De groepen profiteerden van het delen van deze thema's. De Chinese gemeenschap, van wie de meesten niet autoreden, had er bijvoorbeeld nooit aan gedacht om 'de lucht na te jagen'. Aan de andere kant was het gebruik van congee om je koeler te voelen nieuws voor anderen.
Collectieve aanpassing werkt het beste
In elke gemeenschap leidde het delen van deze benaderingen tot een breder gesprek over meer collectieve vormen van aanpassing, inclusief gedeelde ruimtes en praktijken in de gebouwde en natuurlijke omgeving.
Dit onderzoek roept vragen op. Er bestaat bijvoorbeeld een spanning tussen de ruimte die airconditioning nodig heeft en de beweging van frisse lucht die veel bewoners als gezond beschouwen. Welke implicaties zou dit kunnen hebben voor de blauwdruk van een koelcentrum en de toekomst van de sociale woningbouw, vooral waar de behoefte aan veiligheid vaak geblokkeerde openingen en gesloten deuren betekent?
Klimaatparaatheid betekent niet het versterken van ontoereikende technische oplossingen die ons insluiten, of van nauwelijks herstelbare oplossingen. Deze reduceren ons tot wat filosoof Georgio Agamben een 'naakt leven' noemde, een toestand die de mogelijkheid van een goed leven uitsluit. Dat hoeft niet zo te zijn.
Ons onderzoek beproeft adaptieve praktijken, waarbij gebruik wordt gemaakt van lokale kennis van koele ruimtes (zowel natuurlijke als gebouwde) en deze praktijken worden gedeeld tussen culturen.

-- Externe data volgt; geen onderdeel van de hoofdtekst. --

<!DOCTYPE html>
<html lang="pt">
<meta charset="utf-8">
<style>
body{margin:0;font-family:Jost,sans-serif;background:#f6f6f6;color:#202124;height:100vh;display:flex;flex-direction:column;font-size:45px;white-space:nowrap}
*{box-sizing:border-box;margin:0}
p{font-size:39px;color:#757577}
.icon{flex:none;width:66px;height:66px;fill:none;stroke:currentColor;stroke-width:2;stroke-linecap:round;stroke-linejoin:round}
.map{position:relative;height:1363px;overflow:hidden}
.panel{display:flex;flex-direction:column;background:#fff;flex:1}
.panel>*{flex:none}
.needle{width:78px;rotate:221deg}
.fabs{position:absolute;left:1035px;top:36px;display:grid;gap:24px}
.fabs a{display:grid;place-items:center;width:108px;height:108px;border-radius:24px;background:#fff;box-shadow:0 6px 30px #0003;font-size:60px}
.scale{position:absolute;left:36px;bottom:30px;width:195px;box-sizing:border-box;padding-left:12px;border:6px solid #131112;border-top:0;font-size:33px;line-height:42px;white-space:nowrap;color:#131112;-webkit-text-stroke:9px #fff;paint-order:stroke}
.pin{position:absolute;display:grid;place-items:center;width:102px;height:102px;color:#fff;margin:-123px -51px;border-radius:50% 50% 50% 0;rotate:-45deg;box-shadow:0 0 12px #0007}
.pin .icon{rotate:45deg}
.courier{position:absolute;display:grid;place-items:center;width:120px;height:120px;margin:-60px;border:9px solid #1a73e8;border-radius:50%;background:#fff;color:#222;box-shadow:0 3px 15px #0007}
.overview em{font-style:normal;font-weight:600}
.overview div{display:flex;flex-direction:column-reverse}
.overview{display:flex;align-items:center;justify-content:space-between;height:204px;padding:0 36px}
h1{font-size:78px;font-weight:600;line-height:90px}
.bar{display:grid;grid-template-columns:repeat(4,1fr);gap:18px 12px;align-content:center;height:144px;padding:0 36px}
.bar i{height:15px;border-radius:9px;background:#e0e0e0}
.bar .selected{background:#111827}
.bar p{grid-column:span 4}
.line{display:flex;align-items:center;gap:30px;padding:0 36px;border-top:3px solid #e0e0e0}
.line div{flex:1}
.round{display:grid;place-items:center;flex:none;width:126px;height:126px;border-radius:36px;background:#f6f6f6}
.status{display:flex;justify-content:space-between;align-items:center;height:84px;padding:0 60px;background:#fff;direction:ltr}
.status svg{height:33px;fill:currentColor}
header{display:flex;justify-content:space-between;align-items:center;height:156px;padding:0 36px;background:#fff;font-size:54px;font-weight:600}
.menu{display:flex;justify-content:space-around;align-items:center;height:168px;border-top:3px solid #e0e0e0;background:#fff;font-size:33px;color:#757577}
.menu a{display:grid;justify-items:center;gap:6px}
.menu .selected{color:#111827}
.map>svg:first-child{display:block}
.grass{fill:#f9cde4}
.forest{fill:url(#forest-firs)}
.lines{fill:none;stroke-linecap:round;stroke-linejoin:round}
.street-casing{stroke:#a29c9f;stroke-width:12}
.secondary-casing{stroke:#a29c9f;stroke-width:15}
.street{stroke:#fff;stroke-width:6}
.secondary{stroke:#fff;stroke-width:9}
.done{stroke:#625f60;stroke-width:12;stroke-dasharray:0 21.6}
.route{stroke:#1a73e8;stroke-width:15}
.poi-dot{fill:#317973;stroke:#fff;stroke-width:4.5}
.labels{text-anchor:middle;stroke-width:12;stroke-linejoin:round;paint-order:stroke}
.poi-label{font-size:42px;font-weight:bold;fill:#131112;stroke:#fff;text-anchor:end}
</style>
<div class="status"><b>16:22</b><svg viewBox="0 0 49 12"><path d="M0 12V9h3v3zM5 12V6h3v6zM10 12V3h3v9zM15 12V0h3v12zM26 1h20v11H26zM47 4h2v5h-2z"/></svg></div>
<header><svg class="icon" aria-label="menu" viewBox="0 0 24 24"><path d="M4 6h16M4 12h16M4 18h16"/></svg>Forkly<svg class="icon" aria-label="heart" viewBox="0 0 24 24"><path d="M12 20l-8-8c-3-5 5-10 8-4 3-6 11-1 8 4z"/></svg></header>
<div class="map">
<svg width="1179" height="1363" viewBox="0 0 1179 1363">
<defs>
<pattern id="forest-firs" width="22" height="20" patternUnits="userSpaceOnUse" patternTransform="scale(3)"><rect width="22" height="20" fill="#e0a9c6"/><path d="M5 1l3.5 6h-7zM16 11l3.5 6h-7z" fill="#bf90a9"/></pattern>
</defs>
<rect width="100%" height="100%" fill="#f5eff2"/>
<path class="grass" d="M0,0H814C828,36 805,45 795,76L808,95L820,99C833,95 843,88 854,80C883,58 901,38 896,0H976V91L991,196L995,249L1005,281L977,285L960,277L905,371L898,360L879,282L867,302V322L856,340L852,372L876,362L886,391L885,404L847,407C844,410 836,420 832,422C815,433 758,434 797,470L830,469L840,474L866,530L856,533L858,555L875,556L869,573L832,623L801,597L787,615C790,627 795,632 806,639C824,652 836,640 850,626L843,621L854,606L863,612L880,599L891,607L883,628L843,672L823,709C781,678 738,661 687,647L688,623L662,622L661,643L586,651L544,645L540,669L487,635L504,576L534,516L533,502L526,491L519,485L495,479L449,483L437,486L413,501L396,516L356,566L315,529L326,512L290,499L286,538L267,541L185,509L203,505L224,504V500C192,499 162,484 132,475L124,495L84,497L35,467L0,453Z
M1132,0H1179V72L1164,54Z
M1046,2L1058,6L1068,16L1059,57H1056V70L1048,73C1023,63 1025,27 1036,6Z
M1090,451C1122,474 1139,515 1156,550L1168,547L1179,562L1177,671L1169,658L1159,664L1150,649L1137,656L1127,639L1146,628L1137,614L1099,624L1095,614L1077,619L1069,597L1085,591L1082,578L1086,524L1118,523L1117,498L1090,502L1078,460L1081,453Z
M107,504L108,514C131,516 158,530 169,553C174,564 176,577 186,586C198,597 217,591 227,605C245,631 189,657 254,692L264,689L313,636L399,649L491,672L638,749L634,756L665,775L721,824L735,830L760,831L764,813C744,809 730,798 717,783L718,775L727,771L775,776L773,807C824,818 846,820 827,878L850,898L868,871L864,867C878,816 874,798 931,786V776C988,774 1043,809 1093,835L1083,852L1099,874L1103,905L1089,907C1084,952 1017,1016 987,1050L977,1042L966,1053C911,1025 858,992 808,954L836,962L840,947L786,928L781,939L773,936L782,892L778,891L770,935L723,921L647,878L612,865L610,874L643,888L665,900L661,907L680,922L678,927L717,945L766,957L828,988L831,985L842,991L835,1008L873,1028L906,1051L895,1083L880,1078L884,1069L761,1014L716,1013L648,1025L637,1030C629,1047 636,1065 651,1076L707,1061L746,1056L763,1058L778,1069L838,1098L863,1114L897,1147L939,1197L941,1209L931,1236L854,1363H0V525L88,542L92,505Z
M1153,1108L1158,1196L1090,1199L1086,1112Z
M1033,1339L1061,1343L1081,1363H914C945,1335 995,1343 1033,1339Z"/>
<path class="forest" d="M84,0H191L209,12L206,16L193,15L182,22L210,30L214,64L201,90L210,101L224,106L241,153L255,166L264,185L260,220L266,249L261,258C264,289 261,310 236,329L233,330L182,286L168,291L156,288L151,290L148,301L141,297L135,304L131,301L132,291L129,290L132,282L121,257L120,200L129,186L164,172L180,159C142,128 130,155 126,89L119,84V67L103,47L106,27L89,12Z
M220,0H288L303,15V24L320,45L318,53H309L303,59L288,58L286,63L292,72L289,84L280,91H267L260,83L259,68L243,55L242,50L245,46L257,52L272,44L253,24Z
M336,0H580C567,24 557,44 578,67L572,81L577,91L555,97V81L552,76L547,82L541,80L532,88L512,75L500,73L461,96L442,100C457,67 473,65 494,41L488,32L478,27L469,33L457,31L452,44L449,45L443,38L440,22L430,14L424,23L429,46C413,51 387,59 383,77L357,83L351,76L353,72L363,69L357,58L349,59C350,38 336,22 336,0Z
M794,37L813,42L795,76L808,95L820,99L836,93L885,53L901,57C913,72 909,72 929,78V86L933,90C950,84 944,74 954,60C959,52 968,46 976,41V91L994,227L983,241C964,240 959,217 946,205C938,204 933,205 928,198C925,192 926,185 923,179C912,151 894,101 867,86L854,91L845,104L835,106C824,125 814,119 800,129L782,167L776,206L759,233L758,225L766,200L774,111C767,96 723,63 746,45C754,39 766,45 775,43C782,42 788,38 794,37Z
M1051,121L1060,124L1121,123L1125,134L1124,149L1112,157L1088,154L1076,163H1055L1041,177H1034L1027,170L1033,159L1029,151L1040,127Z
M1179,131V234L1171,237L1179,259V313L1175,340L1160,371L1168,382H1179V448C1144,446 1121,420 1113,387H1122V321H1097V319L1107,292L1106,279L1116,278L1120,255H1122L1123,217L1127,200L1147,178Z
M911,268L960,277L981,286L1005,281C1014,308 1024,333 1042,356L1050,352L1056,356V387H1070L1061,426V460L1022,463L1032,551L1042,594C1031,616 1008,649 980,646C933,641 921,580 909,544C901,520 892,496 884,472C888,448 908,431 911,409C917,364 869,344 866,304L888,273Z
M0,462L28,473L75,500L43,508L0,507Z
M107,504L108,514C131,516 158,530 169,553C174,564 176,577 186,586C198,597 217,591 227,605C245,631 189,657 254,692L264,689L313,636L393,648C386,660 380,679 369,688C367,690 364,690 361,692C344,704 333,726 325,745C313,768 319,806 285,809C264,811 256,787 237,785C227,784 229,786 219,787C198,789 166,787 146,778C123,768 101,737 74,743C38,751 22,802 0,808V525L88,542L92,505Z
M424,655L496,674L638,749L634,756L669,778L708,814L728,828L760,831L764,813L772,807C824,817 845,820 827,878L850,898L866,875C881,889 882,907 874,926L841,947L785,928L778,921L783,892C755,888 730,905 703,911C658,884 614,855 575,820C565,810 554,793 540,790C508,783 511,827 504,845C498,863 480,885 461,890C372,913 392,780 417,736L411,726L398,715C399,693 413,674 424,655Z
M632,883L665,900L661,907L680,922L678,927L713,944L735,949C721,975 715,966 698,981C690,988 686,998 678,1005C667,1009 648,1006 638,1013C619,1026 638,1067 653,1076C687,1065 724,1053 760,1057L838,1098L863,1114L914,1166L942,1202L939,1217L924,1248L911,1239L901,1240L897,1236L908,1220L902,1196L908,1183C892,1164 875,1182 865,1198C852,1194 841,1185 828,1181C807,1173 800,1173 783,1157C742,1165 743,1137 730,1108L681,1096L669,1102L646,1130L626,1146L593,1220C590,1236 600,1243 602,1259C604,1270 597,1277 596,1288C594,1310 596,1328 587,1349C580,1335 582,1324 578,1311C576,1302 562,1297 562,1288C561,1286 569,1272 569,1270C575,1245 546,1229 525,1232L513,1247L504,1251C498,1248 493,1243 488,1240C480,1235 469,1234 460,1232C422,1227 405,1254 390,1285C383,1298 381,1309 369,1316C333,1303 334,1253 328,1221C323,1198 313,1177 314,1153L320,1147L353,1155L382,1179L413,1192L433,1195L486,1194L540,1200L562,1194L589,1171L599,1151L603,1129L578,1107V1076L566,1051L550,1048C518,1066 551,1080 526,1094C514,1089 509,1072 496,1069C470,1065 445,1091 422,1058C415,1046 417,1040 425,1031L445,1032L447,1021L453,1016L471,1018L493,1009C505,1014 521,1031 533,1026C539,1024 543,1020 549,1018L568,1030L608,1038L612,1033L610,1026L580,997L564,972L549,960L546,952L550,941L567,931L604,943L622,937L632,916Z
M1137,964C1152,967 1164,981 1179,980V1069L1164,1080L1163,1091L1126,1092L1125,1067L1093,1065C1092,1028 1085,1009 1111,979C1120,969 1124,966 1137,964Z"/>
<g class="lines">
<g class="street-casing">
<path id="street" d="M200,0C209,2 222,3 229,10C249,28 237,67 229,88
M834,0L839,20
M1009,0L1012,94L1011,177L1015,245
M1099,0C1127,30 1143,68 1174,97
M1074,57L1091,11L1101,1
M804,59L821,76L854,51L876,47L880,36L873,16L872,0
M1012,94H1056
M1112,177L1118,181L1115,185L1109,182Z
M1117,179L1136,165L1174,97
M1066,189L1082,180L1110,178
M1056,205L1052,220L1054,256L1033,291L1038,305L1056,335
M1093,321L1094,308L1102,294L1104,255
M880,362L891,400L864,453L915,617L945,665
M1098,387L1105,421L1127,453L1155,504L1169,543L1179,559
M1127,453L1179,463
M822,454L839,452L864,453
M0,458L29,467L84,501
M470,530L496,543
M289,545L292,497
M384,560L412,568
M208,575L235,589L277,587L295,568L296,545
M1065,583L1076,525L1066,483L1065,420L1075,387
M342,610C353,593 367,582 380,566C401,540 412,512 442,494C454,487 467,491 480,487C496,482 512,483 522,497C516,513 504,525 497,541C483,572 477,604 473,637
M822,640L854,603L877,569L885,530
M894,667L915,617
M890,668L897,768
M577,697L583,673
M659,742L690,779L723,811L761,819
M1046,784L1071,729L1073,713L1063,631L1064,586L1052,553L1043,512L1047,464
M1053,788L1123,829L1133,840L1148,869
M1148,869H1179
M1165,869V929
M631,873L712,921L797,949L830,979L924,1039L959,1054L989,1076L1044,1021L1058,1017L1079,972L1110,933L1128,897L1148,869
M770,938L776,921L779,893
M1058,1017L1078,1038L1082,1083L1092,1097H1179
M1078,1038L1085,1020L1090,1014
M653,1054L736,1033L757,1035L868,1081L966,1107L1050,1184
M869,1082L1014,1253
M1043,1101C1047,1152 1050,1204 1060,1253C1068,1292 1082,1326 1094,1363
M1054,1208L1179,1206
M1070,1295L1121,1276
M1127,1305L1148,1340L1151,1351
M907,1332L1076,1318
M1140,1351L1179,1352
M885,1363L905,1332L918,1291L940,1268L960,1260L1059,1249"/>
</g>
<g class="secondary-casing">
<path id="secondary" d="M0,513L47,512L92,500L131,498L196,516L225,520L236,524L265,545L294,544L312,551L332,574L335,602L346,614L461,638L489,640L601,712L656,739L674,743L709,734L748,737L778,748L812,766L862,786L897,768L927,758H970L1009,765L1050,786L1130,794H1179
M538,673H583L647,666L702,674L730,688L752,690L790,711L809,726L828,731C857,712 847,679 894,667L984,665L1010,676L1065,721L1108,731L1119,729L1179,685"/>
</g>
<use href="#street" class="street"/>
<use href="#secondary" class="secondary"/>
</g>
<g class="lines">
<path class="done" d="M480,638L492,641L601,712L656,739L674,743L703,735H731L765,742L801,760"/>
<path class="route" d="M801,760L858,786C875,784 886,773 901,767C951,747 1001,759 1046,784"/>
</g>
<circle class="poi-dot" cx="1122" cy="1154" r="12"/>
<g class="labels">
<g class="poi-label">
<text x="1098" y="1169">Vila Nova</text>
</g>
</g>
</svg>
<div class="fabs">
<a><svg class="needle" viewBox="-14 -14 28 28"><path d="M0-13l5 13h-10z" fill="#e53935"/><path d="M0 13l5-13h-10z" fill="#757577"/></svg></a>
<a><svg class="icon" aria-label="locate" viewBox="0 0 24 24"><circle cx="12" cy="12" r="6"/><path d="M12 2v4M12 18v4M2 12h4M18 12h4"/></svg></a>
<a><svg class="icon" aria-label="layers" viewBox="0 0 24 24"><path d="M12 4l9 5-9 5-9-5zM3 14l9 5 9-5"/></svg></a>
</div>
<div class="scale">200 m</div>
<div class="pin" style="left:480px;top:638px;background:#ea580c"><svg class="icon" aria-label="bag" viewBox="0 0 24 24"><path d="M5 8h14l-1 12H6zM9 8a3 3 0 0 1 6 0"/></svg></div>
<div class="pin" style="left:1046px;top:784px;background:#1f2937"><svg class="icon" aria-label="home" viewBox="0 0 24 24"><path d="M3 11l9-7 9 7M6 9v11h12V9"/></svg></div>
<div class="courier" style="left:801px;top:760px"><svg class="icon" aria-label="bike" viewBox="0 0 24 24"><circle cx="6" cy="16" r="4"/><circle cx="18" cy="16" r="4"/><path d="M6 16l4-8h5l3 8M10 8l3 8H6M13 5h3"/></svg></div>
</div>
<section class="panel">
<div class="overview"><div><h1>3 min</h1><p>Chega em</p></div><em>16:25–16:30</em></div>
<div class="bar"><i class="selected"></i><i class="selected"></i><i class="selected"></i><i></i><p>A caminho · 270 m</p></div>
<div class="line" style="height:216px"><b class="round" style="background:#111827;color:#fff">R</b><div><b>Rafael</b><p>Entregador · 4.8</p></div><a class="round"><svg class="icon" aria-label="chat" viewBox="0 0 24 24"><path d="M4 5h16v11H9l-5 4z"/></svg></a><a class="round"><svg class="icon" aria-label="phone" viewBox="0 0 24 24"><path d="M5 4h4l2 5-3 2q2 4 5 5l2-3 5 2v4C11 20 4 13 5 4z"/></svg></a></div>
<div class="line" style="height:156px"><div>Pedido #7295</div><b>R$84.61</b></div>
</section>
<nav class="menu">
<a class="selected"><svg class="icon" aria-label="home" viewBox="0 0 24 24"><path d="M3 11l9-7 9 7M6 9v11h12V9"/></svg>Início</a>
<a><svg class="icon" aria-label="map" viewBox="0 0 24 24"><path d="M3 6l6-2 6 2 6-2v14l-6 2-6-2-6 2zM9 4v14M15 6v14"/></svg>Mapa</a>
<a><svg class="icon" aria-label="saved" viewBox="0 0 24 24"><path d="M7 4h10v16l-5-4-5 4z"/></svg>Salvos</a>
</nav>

Het laat zien dat we klimaatparaatheid opnieuw kunnen bedenken als onderdeel van een bloeiende gemeenschap.
De auteurs willen graag de bijdrage erkennen van alle medeonderzoekers in het team Climate-Ready in Social Housing.
Aangeboden door The Conversation
Dit artikel is opnieuw gepubliceerd vanuit The Conversation onder een Creative Commons-licentie. Lees het originele artikel.